▸ **What the exercise asks**
Your reply should reproduce each line below exactly and carry none of the pictures.

*** Information supplied ***

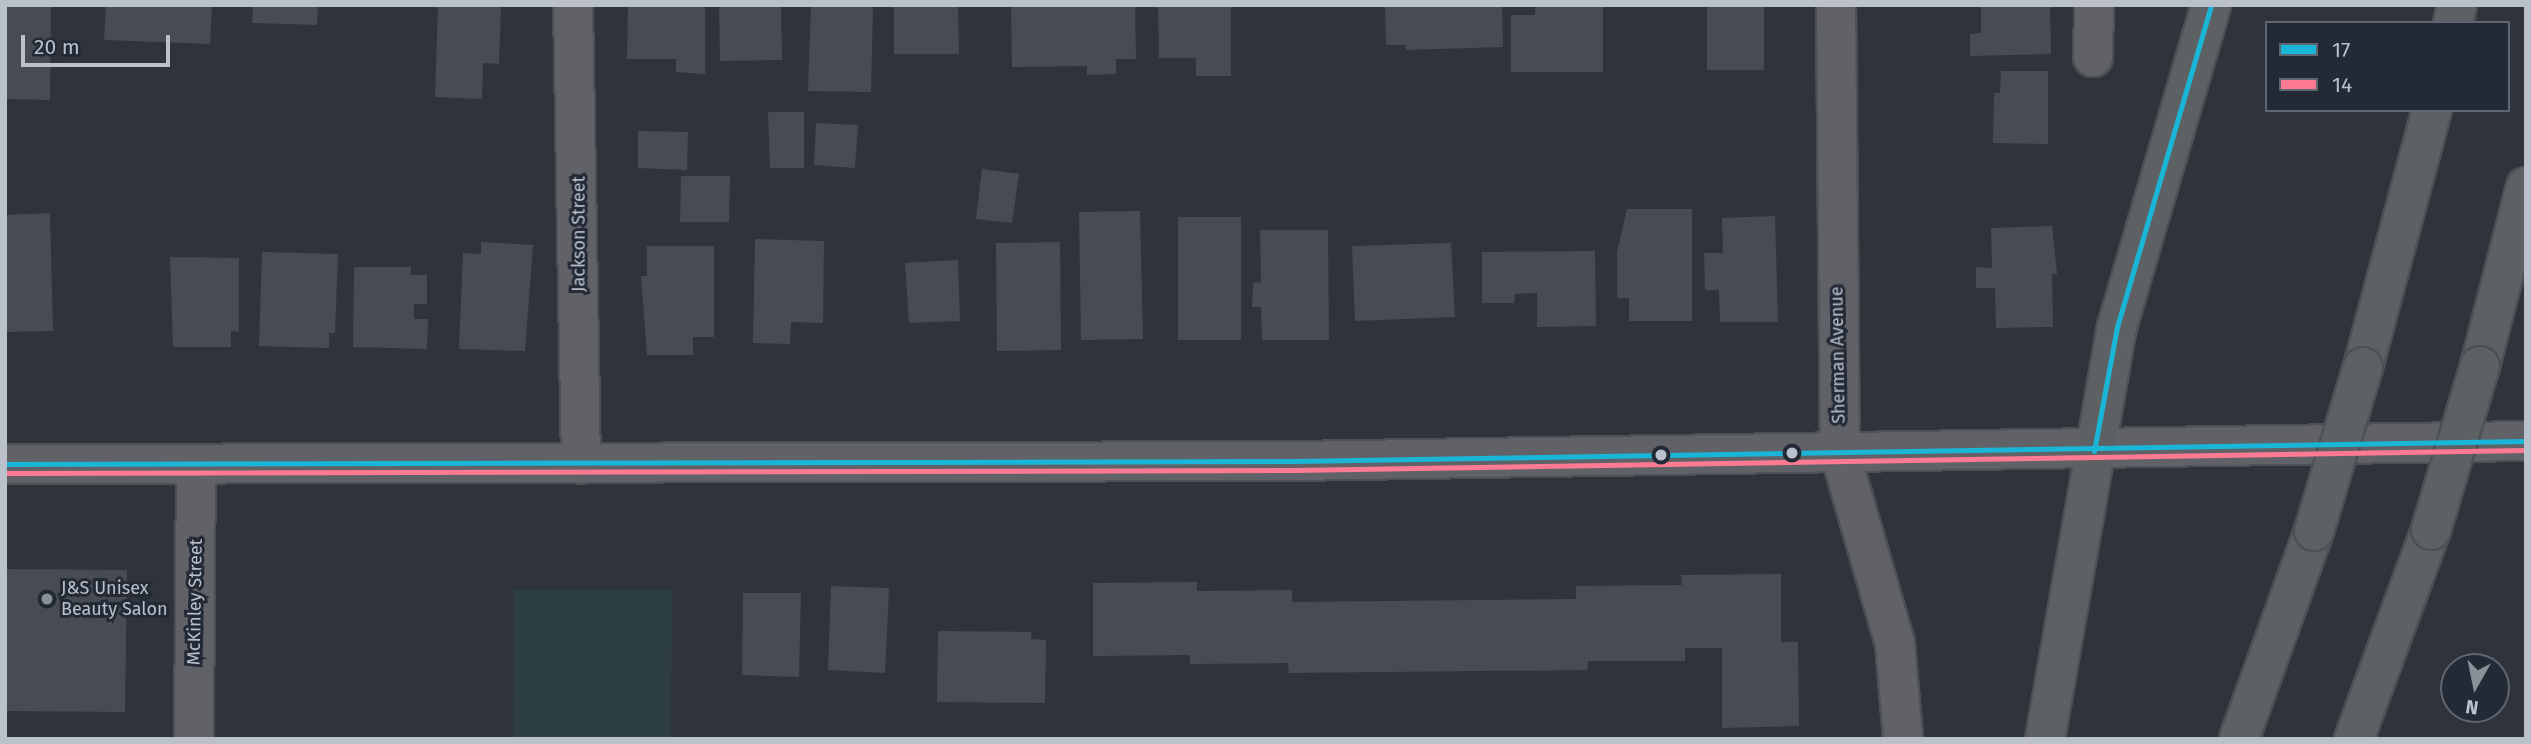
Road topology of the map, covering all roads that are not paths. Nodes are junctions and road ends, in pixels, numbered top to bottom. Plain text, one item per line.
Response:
1 (573, 5) edge
2 (1836, 5) edge
3 (2094, 5) edge
4 (2211, 5) edge
5 (2093, 57) dead end
6 (2431, 112) edge
7 (2526, 187) edge
8 (2526, 441) edge
9 (2094, 451) junction
10 (1840, 453) junction
11 (5, 464) edge
12 (581, 464) junction
13 (196, 466) junction
14 (194, 739) edge
15 (1903, 739) edge
16 (2045, 739) edge
17 (2239, 739) edge
18 (2354, 739) edge

1 - 12 street, Jackson Street
2 - 10 street, Sherman Avenue
3 - 5 street
4 - 9 highway
6 - 17 highway, bridge
7 - 18 highway, bridge
8 - 9 street
9 - 10 street
9 - 16 highway
10 - 12 street
10 - 15 street, Sherman Avenue
11 - 13 street
12 - 13 street
13 - 14 street, McKinley Street

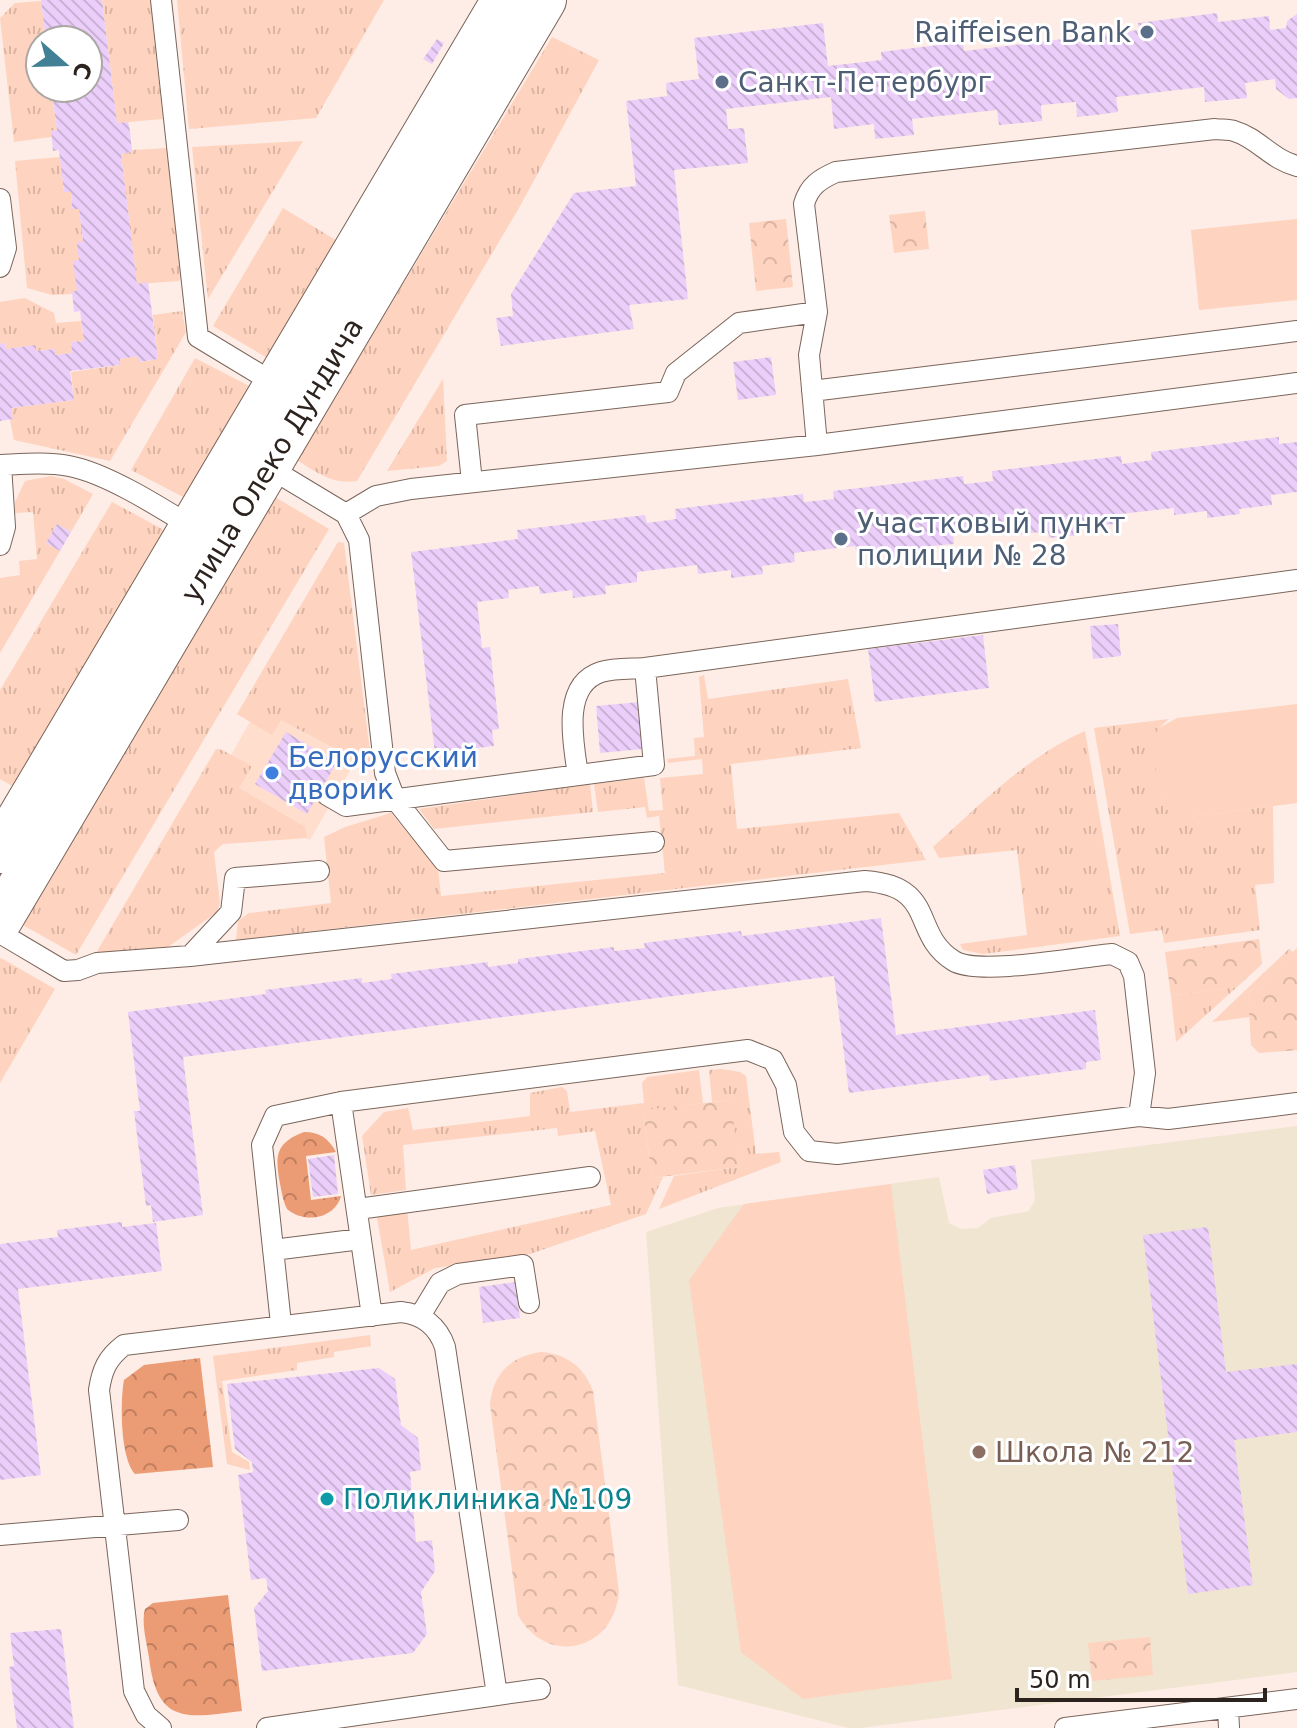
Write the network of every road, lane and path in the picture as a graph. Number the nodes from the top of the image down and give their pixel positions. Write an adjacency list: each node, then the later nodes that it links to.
1 (161, 0): 11 (lane)
2 (504, 0): 11 (street, улица Олеко Дундича)
3 (544, 0): 11 (street, улица Олеко Дундича)
4 (1297, 166): 7 (lane)
5 (0, 199): 6 (lane)
6 (0, 267)
7 (817, 312): 10 (lane); 14 (lane)
8 (1297, 331): 10 (lane)
9 (1297, 383): 12 (lane)
10 (812, 391): 12 (lane)
11 (292, 393): 13 (street, улица Олеко Дундича)
12 (817, 445): 14 (lane)
13 (253, 458): 15 (lane); 16 (street, улица Олеко Дундича)
14 (472, 482): 15 (lane)
15 (346, 514): 22 (lane)
16 (207, 536): 17 (lane); 23 (street, улица Олеко Дундича)
17 (0, 545)
18 (1297, 580): 19 (lane)
19 (645, 668): 20 (lane); 20 (lane)
20 (578, 775): 22 (lane)
21 (327, 795): 22 (lane)
22 (395, 799): 24 (lane)
23 (29, 816): 25 (street, улица Олеко Дундича); 27 (street, улица Олеко Дундича)
24 (654, 842)
25 (0, 851)
26 (319, 871): 29 (lane)
27 (0, 920)
28 (0, 933): 29 (lane)
29 (190, 956): 32 (lane)
30 (341, 1102): 32 (lane); 34 (lane); 36 (lane)
31 (1297, 1103): 32 (lane)
32 (1139, 1116)
33 (590, 1177): 34 (lane)
34 (358, 1209): 35 (lane)
35 (361, 1239): 36 (lane); 38 (lane)
36 (273, 1250): 40 (lane)
37 (529, 1303): 39 (lane)
38 (372, 1316): 39 (lane); 40 (lane)
39 (420, 1316): 45 (lane)
40 (281, 1324): 42 (lane)
41 (178, 1520): 42 (lane)
42 (114, 1525): 43 (lane); 49 (lane)
43 (0, 1535)
44 (540, 1689): 45 (lane)
45 (497, 1695): 48 (lane)
46 (1297, 1699): 47 (lane)
47 (1228, 1718): 51 (lane)
48 (334, 1723): 50 (lane)
49 (161, 1728)
50 (267, 1728)
51 (1065, 1728)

*** End of Information supplied ***

▸ **Task solution**
Road topology of the map, covering all roads that are not paths. Nodes are junctions and road ends, in pixels, numbered top to bottom. Plain text, one item per line.
Response:
1 (573, 5) edge
2 (1836, 5) edge
3 (2094, 5) edge
4 (2211, 5) edge
5 (2093, 57) dead end
6 (2431, 112) edge
7 (2526, 187) edge
8 (2526, 441) edge
9 (2094, 451) junction
10 (1840, 453) junction
11 (5, 464) edge
12 (581, 464) junction
13 (196, 466) junction
14 (194, 739) edge
15 (1903, 739) edge
16 (2045, 739) edge
17 (2239, 739) edge
18 (2354, 739) edge

1 - 12 street, Jackson Street
2 - 10 street, Sherman Avenue
3 - 5 street
4 - 9 highway
6 - 17 highway, bridge
7 - 18 highway, bridge
8 - 9 street
9 - 10 street
9 - 16 highway
10 - 12 street
10 - 15 street, Sherman Avenue
11 - 13 street
12 - 13 street
13 - 14 street, McKinley Street

Write the network of every road, lane and path in the picture as a graph. Number the nodes from the top of the image down and give their pixel positions. Write an adjacency list: each node, then the later nodes that it links to.
1 (161, 0): 11 (lane)
2 (504, 0): 11 (street, улица Олеко Дундича)
3 (544, 0): 11 (street, улица Олеко Дундича)
4 (1297, 166): 7 (lane)
5 (0, 199): 6 (lane)
6 (0, 267)
7 (817, 312): 10 (lane); 14 (lane)
8 (1297, 331): 10 (lane)
9 (1297, 383): 12 (lane)
10 (812, 391): 12 (lane)
11 (292, 393): 13 (street, улица Олеко Дундича)
12 (817, 445): 14 (lane)
13 (253, 458): 15 (lane); 16 (street, улица Олеко Дундича)
14 (472, 482): 15 (lane)
15 (346, 514): 22 (lane)
16 (207, 536): 17 (lane); 23 (street, улица Олеко Дундича)
17 (0, 545)
18 (1297, 580): 19 (lane)
19 (645, 668): 20 (lane); 20 (lane)
20 (578, 775): 22 (lane)
21 (327, 795): 22 (lane)
22 (395, 799): 24 (lane)
23 (29, 816): 25 (street, улица Олеко Дундича); 27 (street, улица Олеко Дундича)
24 (654, 842)
25 (0, 851)
26 (319, 871): 29 (lane)
27 (0, 920)
28 (0, 933): 29 (lane)
29 (190, 956): 32 (lane)
30 (341, 1102): 32 (lane); 34 (lane); 36 (lane)
31 (1297, 1103): 32 (lane)
32 (1139, 1116)
33 (590, 1177): 34 (lane)
34 (358, 1209): 35 (lane)
35 (361, 1239): 36 (lane); 38 (lane)
36 (273, 1250): 40 (lane)
37 (529, 1303): 39 (lane)
38 (372, 1316): 39 (lane); 40 (lane)
39 (420, 1316): 45 (lane)
40 (281, 1324): 42 (lane)
41 (178, 1520): 42 (lane)
42 (114, 1525): 43 (lane); 49 (lane)
43 (0, 1535)
44 (540, 1689): 45 (lane)
45 (497, 1695): 48 (lane)
46 (1297, 1699): 47 (lane)
47 (1228, 1718): 51 (lane)
48 (334, 1723): 50 (lane)
49 (161, 1728)
50 (267, 1728)
51 (1065, 1728)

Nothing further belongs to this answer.